____ PROVIDED MATERIAL

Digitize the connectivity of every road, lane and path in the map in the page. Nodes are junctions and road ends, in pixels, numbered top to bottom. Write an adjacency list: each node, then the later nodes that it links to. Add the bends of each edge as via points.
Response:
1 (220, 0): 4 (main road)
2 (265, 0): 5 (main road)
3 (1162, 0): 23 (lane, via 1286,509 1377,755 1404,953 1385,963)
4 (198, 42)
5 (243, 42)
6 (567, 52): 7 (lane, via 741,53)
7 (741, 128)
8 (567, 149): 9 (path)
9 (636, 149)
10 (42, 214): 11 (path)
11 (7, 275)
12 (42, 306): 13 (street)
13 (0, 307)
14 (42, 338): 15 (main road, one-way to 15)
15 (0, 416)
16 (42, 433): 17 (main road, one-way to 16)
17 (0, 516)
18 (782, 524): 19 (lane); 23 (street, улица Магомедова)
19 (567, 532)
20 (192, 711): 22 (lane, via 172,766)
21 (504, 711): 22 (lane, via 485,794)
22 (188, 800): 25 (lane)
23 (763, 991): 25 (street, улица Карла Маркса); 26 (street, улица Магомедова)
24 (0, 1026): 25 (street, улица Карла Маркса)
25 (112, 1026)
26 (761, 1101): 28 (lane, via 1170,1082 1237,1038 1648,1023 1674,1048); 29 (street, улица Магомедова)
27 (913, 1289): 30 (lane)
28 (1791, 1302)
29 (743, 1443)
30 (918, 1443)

________

TASK ITEM
With every word kept as it is, set down the entries again.

WRITTEN RESPONSE
Digitize the connectivity of every road, lane and path in the map in the page. Nodes are junctions and road ends, in pixels, numbered top to bottom. Write an adjacency list: each node, then the later nodes that it links to. Add the bends of each edge as via points.
Response:
1 (220, 0): 4 (main road)
2 (265, 0): 5 (main road)
3 (1162, 0): 23 (lane, via 1286,509 1377,755 1404,953 1385,963)
4 (198, 42)
5 (243, 42)
6 (567, 52): 7 (lane, via 741,53)
7 (741, 128)
8 (567, 149): 9 (path)
9 (636, 149)
10 (42, 214): 11 (path)
11 (7, 275)
12 (42, 306): 13 (street)
13 (0, 307)
14 (42, 338): 15 (main road, one-way to 15)
15 (0, 416)
16 (42, 433): 17 (main road, one-way to 16)
17 (0, 516)
18 (782, 524): 19 (lane); 23 (street, улица Магомедова)
19 (567, 532)
20 (192, 711): 22 (lane, via 172,766)
21 (504, 711): 22 (lane, via 485,794)
22 (188, 800): 25 (lane)
23 (763, 991): 25 (street, улица Карла Маркса); 26 (street, улица Магомедова)
24 (0, 1026): 25 (street, улица Карла Маркса)
25 (112, 1026)
26 (761, 1101): 28 (lane, via 1170,1082 1237,1038 1648,1023 1674,1048); 29 (street, улица Магомедова)
27 (913, 1289): 30 (lane)
28 (1791, 1302)
29 (743, 1443)
30 (918, 1443)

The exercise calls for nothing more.